Hamiltonian Monte Carlo (HMC):
A gradient-based method that uses the geometry of the posterior to propose distant yet high-probability samples, making it well-suited for high-dimensional problems. It is widely used in probabilistic programming frameworks such as Stan and PyMC.

It is worth noting the role of MCMC in the broader landscape of machine learning. In large-scale models such as transformers and large language models (LLMs), MCMC is not used for training due to its computational cost and poor scalability in very high-dimensional parameter spaces. These models are instead trained using gradient-based optimization (e.g., stochastic gradient descent or Adam) with maximum likelihood or related objectives. However, MCMC remains widely used for Bayesian modeling in scientific applications, uncertainty quantification, simulation-based inference, and decision-making under uncertainty — settings where principled uncertainty estimates are essential.

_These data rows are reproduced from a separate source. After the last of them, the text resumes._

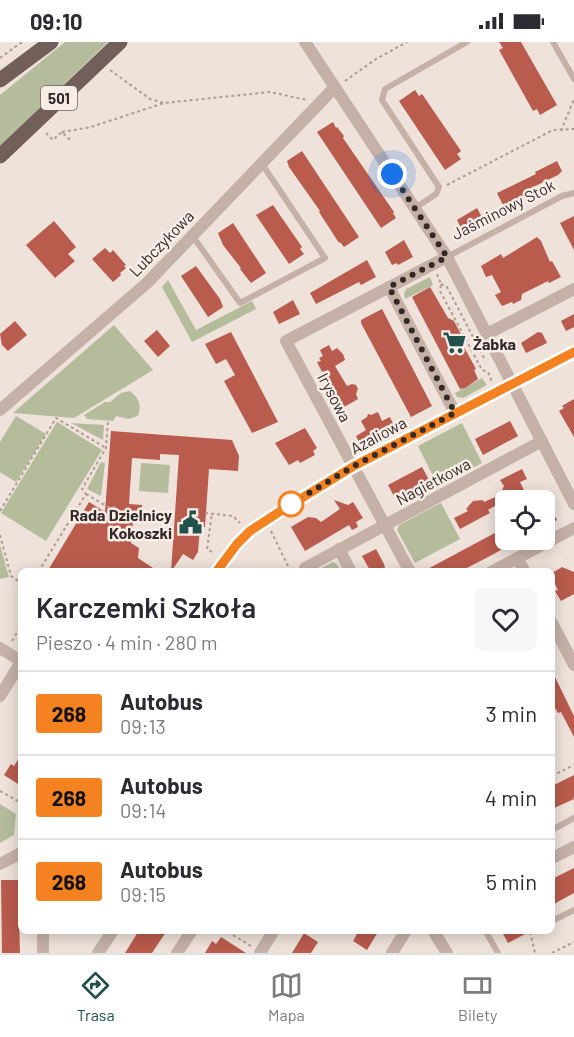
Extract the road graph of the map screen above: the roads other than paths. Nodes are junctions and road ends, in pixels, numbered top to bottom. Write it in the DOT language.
graph roads {
  1 [pos="51,42"];
  2 [pos="120,42"];
  3 [pos="306,42"];
  4 [pos="467,42"];
  5 [pos="553,42"];
  6 [pos="574,79"];
  7 [pos="0,80"];
  8 [pos="334,87"];
  9 [pos="0,156"];
  10 [pos="262,164"];
  11 [pos="574,194"];
  12 [pos="415,208"];
  13 [pos="192,236"];
  14 [pos="447,257"];
  15 [pos="389,287"];
  16 [pos="574,289"];
  17 [pos="488,334"];
  18 [pos="574,352"];
  19 [pos="513,383"];
  20 [pos="0,410"];
  21 [pos="455,413"];
  22 [pos="542,441"];
  23 [pos="354,466"];
  24 [pos="569,483"];
  25 [pos="574,504"];
  26 [pos="384,525"];
  27 [pos="574,528"];
  28 [pos="339,549"];
  29 [pos="517,558"];
  30 [pos="218,568"];
  31 [pos="305,568"];
  32 [pos="349,568"];
  33 [pos="408,568"];
  34 [pos="498,568"];
  35 [pos="523,568"];
  36 [pos="555,629"];
  37 [pos="4,647"];
  38 [pos="18,659"];
  39 [pos="574,665"];
  40 [pos="18,666"];
  41 [pos="0,696"];
  42 [pos="574,818"];
  43 [pos="555,828"];
  44 [pos="574,846"];
  45 [pos="555,853"];
  46 [pos="18,855"];
  47 [pos="0,864"];
  48 [pos="574,910"];
  49 [pos="555,920"];
  50 [pos="43,934"];
  51 [pos="111,934"];
  52 [pos="190,934"];
  53 [pos="272,934"];
  54 [pos="404,934"];
  55 [pos="435,934"];
  56 [pos="487,934"];
  57 [pos="260,952"];
  58 [pos="43,953"];
  59 [pos="99,953"];
  60 [pos="177,953"];
  61 [pos="392,953"];
  62 [pos="447,953"];
  63 [pos="498,953"];
  1 -- 7 [label="main road"];
  2 -- 9 [label="main road, 501"];
  3 -- 8 [label="street, Jaśminowy Stok"];
  4 -- 12 [label="lane"];
  5 -- 6 [label="lane"];
  8 -- 10 [label="street, Lubczykowa"];
  8 -- 12 [label="street, Jaśminowy Stok"];
  10 -- 13 [label="street, Lubczykowa"];
  10 -- 13 [label="lane"];
  11 -- 14 [label="lane, Jaśminowy Stok"];
  12 -- 14 [label="street, Jaśminowy Stok"];
  13 -- 20 [label="street, Lubczykowa"];
  14 -- 15 [label="street, Irysowa"];
  14 -- 17 [label="street, Jaśminowy Stok"];
  15 -- 21 [label="street"];
  15 -- 23 [label="street, Irysowa"];
  16 -- 17 [label="street"];
  17 -- 19 [label="street, Jaśminowy Stok"];
  18 -- 19 [label="street, Azaliowa"];
  19 -- 21 [label="street, Azaliowa"];
  19 -- 22 [label="street, Jaśminowy Stok"];
  21 -- 23 [label="street, Azaliowa"];
  22 -- 24 [label="street, Jaśminowy Stok"];
  22 -- 26 [label="street, Nagietkowa"];
  23 -- 26 [label="street, Irysowa"];
  23 -- 30 [label="street, Azaliowa"];
  24 -- 25 [label="street, Jaśminowy Stok"];
  26 -- 28 [label="street, Nagietkowa"];
  26 -- 33 [label="street, Irysowa"];
  27 -- 29 [label="street"];
  28 -- 31 [label="street, Nagietkowa"];
  28 -- 32 [label="street"];
  29 -- 34 [label="street"];
  29 -- 35 [label="street"];
  36 -- 39 [label="street"];
  37 -- 38 [label="street"];
  40 -- 41 [label="street"];
  42 -- 43 [label="lane"];
  44 -- 45 [label="street"];
  46 -- 47 [label="street"];
  48 -- 49 [label="lane"];
  50 -- 58 [label="street"];
  51 -- 59 [label="street"];
  52 -- 60 [label="street"];
  53 -- 57 [label="street"];
  54 -- 61 [label="street"];
  55 -- 62 [label="street"];
  56 -- 63 [label="lane"];
}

Connections to Machine Learning

Monte Carlo methods form the computational backbone of modern Bayesian machine learning. Credible intervals and HPD regions provide a principled framework for uncertainty quantification in model predictions — a necessity in safety-critical domains such as medical diagnosis and autonomous systems.

While MCMC sampling serves as the gold standard for training Bayesian neural networks (where weights are treated as distributions), the Monte Carlo principle also powers stochastic variational inference In this context, the reparameterization trick enables gradient-based optimization of stochastic objectives (like the ELBO), and Monte Carlo dropout offers a practical, scalable approximation to Bayesian inference in deep architectures.

The Monte Carlo framework developed here assumes that we can sample from the target distribution directly. However, what if the posterior is difficult to sample from, or we want to focus on estimating the probability of a rare event in the distribution's tail? In the next page on importance sampling, we relax the requirement of direct sampling. Instead of sampling from the target distribution, we use a more convenient proposal distribution and correct for the mismatch using importance weights, providing a powerful tool for both efficiency and variance reduction.